How many calories the body burns is complicated science. The contributing factors range from height and weight to genes and fitness level. Two people who are seemingly the same in size and shape can use shockingly different amounts of energy doing the same exercise. People used to think that the only way to lose weight was to eat less and run more. But things are not so black and white. Doctors now know that starving leads to the opposite effect and short workouts are exponentially more effective than an hour on the treadmill. Whatever you do, know that you don’t have to sweat to prove that you are  working hard enough, according to Angela Gallagher, Certified Group Fitness Instructor and Certified Personal Trainer. “The reality is that sweating is not necessarily an indicator of exertion.”

Kettlebell training

Kettlebell training has been shown to markedly increase aerobic capacity, improve dynamic balance and dramatically increase core strength by 70 percent, Angela Gallagher, Certified Group Fitness Instructor and Certified Personal Trainer, says. “Instead of being on the treadmill for half an hour and lifting weights for half an hour, kettlebells bring it all together in a short 20-minute program,” she adds.

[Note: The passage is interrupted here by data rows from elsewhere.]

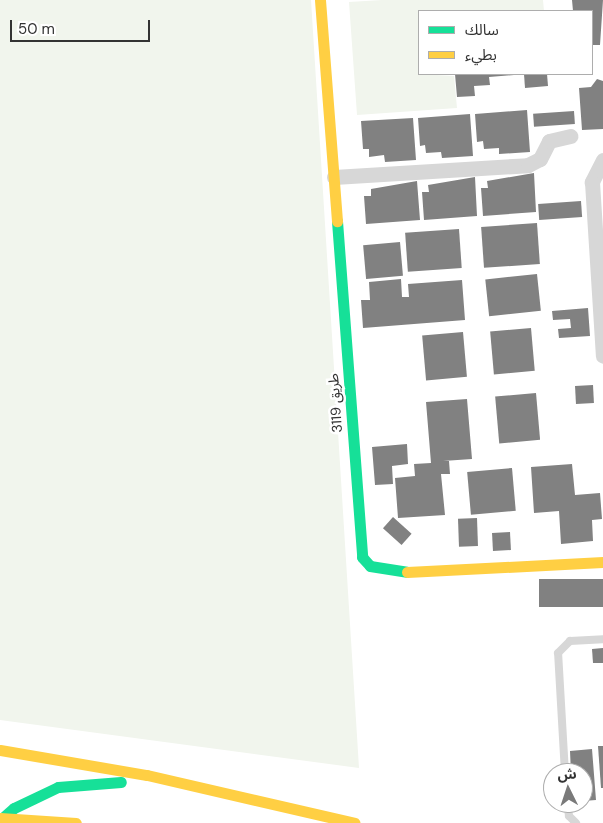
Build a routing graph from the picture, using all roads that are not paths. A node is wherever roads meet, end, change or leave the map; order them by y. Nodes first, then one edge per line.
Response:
1 (320, 0) edge
2 (570, 136) dead end
3 (603, 160) edge
4 (334, 177) junction
5 (600, 255) edge
6 (603, 356) edge
7 (603, 562) edge
8 (603, 639) edge
9 (0, 750) edge
10 (564, 763) edge
11 (226, 794) junction
12 (0, 819) edge
13 (76, 823) edge
14 (355, 823) edge

1 - 4 main road, طريق 3119
2 - 4 street
3 - 5 street
4 - 7 main road, طريق 3119
5 - 6 street
8 - 10 lane
9 - 11 main road
11 - 12 main road
11 - 14 main road
12 - 13 main road, bridge

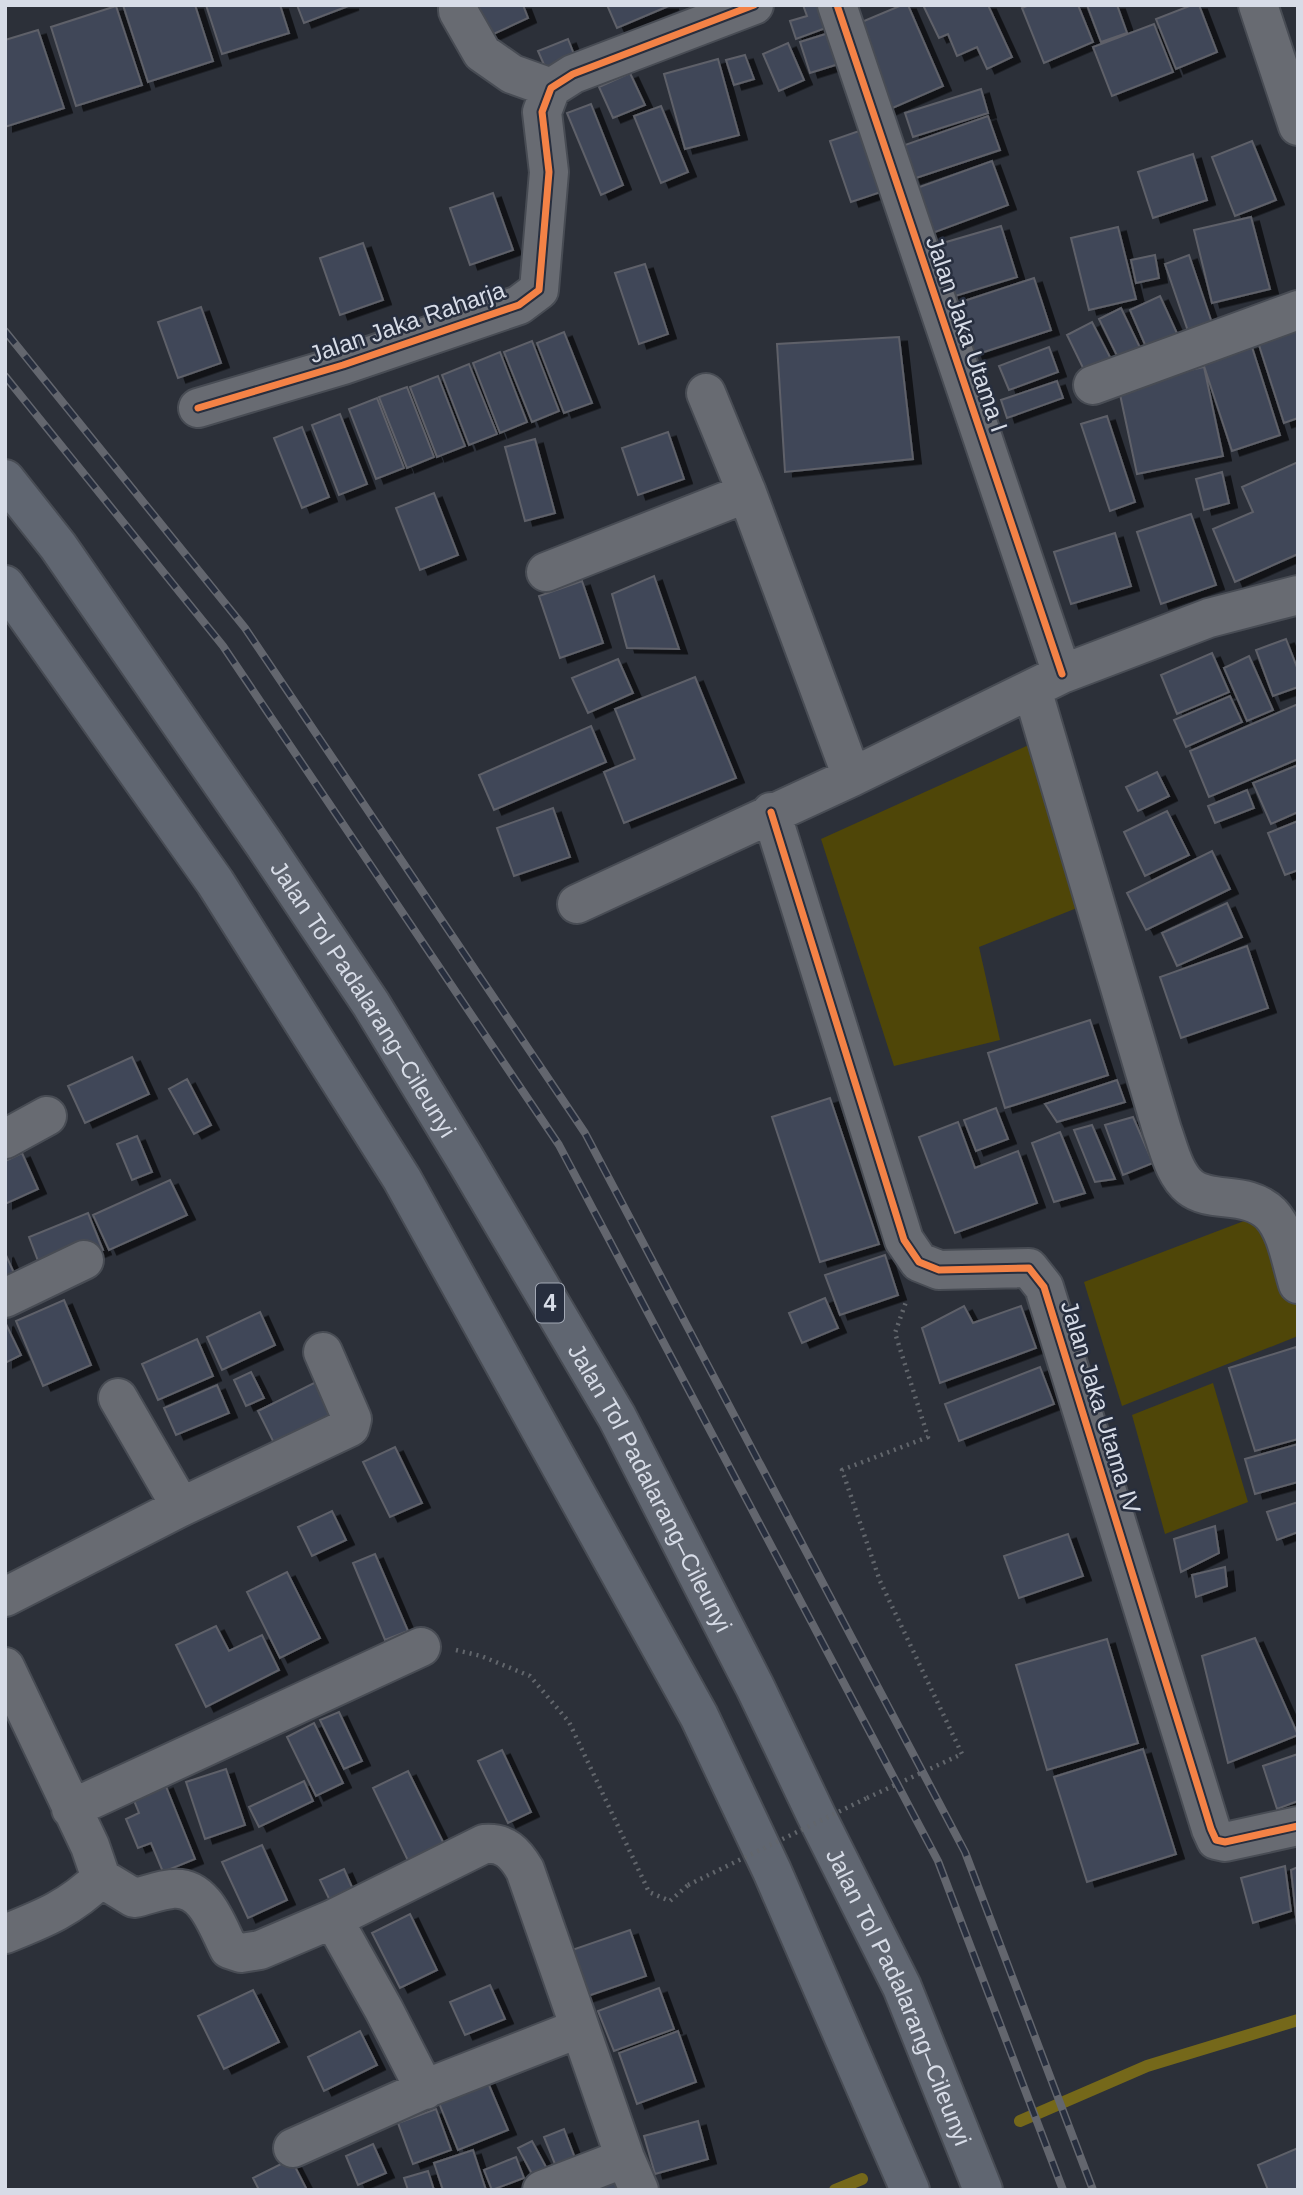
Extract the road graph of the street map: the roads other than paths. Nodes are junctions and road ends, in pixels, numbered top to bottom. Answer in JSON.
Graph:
{"nodes":[{"id":1,"x":458,"y":5,"type":"edge"},
{"id":2,"x":754,"y":5,"type":"edge"},
{"id":3,"x":837,"y":5,"type":"edge"},
{"id":4,"x":1258,"y":5,"type":"edge"},
{"id":5,"x":551,"y":88,"type":"junction"},
{"id":6,"x":1298,"y":126,"type":"edge"},
{"id":7,"x":1298,"y":310,"type":"edge"},
{"id":8,"x":1093,"y":385,"type":"dead end"},
{"id":9,"x":706,"y":393,"type":"dead end"},
{"id":10,"x":198,"y":408,"type":"dead end"},
{"id":11,"x":5,"y":479,"type":"edge"},
{"id":12,"x":747,"y":492,"type":"junction"},
{"id":13,"x":546,"y":572,"type":"dead end"},
{"id":14,"x":5,"y":585,"type":"edge"},
{"id":15,"x":1297,"y":596,"type":"edge"},
{"id":16,"x":1047,"y":681,"type":"junction"},
{"id":17,"x":852,"y":776,"type":"junction"},
{"id":18,"x":771,"y":813,"type":"junction"},
{"id":19,"x":577,"y":904,"type":"dead end"},
{"id":20,"x":47,"y":1116,"type":"dead end"},
{"id":21,"x":5,"y":1139,"type":"edge"},
{"id":22,"x":84,"y":1260,"type":"dead end"},
{"id":23,"x":1298,"y":1284,"type":"edge"},
{"id":24,"x":5,"y":1298,"type":"edge"},
{"id":25,"x":323,"y":1352,"type":"dead end"},
{"id":26,"x":118,"y":1398,"type":"dead end"},
{"id":27,"x":181,"y":1507,"type":"junction"},
{"id":28,"x":5,"y":1597,"type":"edge"},
{"id":29,"x":421,"y":1647,"type":"road end"},
{"id":30,"x":5,"y":1667,"type":"edge"},
{"id":31,"x":71,"y":1809,"type":"junction"},
{"id":32,"x":1298,"y":1826,"type":"edge"},
{"id":33,"x":101,"y":1878,"type":"junction"},
{"id":34,"x":332,"y":1919,"type":"junction"},
{"id":35,"x":5,"y":1934,"type":"edge"},
{"id":36,"x":580,"y":2028,"type":"junction"},
{"id":37,"x":425,"y":2090,"type":"junction"},
{"id":38,"x":293,"y":2148,"type":"dead end"},
{"id":39,"x":632,"y":2174,"type":"edge"},
{"id":40,"x":542,"y":2190,"type":"edge"},
{"id":41,"x":910,"y":2190,"type":"edge"},
{"id":42,"x":983,"y":2190,"type":"edge"}],
"edges":[{"from":1,"to":5,"type":"street"},
{"from":2,"to":5,"type":"street"},
{"from":3,"to":16,"type":"street","name":"Jalan Jaka Utama I"},
{"from":4,"to":6,"type":"street"},
{"from":5,"to":10,"type":"street","name":"Jalan Jaka Raharja"},
{"from":7,"to":8,"type":"street"},
{"from":9,"to":12,"type":"street"},
{"from":11,"to":42,"type":"highway","name":"Jalan Tol Padalarang–Cileunyi","number":"4"},
{"from":12,"to":13,"type":"street"},
{"from":12,"to":17,"type":"street"},
{"from":14,"to":41,"type":"highway"},
{"from":15,"to":16,"type":"street"},
{"from":16,"to":17,"type":"street"},
{"from":16,"to":23,"type":"street","name":"Jalan Jaka Utama I"},
{"from":17,"to":18,"type":"street"},
{"from":18,"to":19,"type":"street"},
{"from":18,"to":32,"type":"street","name":"Jalan Jaka Utama IV"},
{"from":20,"to":21,"type":"street"},
{"from":22,"to":24,"type":"street"},
{"from":25,"to":27,"type":"street"},
{"from":26,"to":27,"type":"street"},
{"from":27,"to":28,"type":"street"},
{"from":29,"to":31,"type":"street"},
{"from":30,"to":31,"type":"street"},
{"from":31,"to":33,"type":"street"},
{"from":33,"to":34,"type":"street"},
{"from":33,"to":35,"type":"street"},
{"from":34,"to":36,"type":"street"},
{"from":34,"to":37,"type":"street"},
{"from":36,"to":37,"type":"street"},
{"from":36,"to":39,"type":"street"},
{"from":37,"to":38,"type":"street"},
{"from":39,"to":40,"type":"street"}]}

People burn an average of 13 calories per minute aerobically – jogging burns 7 – and more than 6 while resting.

Stair climbing

“There’s no doubt that climbing stairs is an extremely effective way to burn calories,” Gallagher says.  “According to the 2011 Compendium on Physical Activities, stair climbing expends approximately 9 METs, the amount of energy expended while sitting at rest,” she adds. Walking at a comfortable pace is approximately 3.3 METs, which means that running stairs can burn about three times the number of calories then going for a walk for the same amount of time.

Rowing

“Rowing recruits many muscle groups and can provide a total-body, cardiovascular and muscle-building workout that you should consider adding to your weekly exercise routine,” Gallagher says. It burns about 9 calories a minute. “Rowing is also impact-free and non-weight-bearing, which makes it even more appealing because you can work intensely without putting added stress on your joints. “Note that higher levels of resistance do not lead to a better workout. Begin with a setting between 3 and 5. This might feel light, but a lower setting will require you to be quicker in applying power through the ‘drive’ phase which will provide you with a more efficient workout," she adds.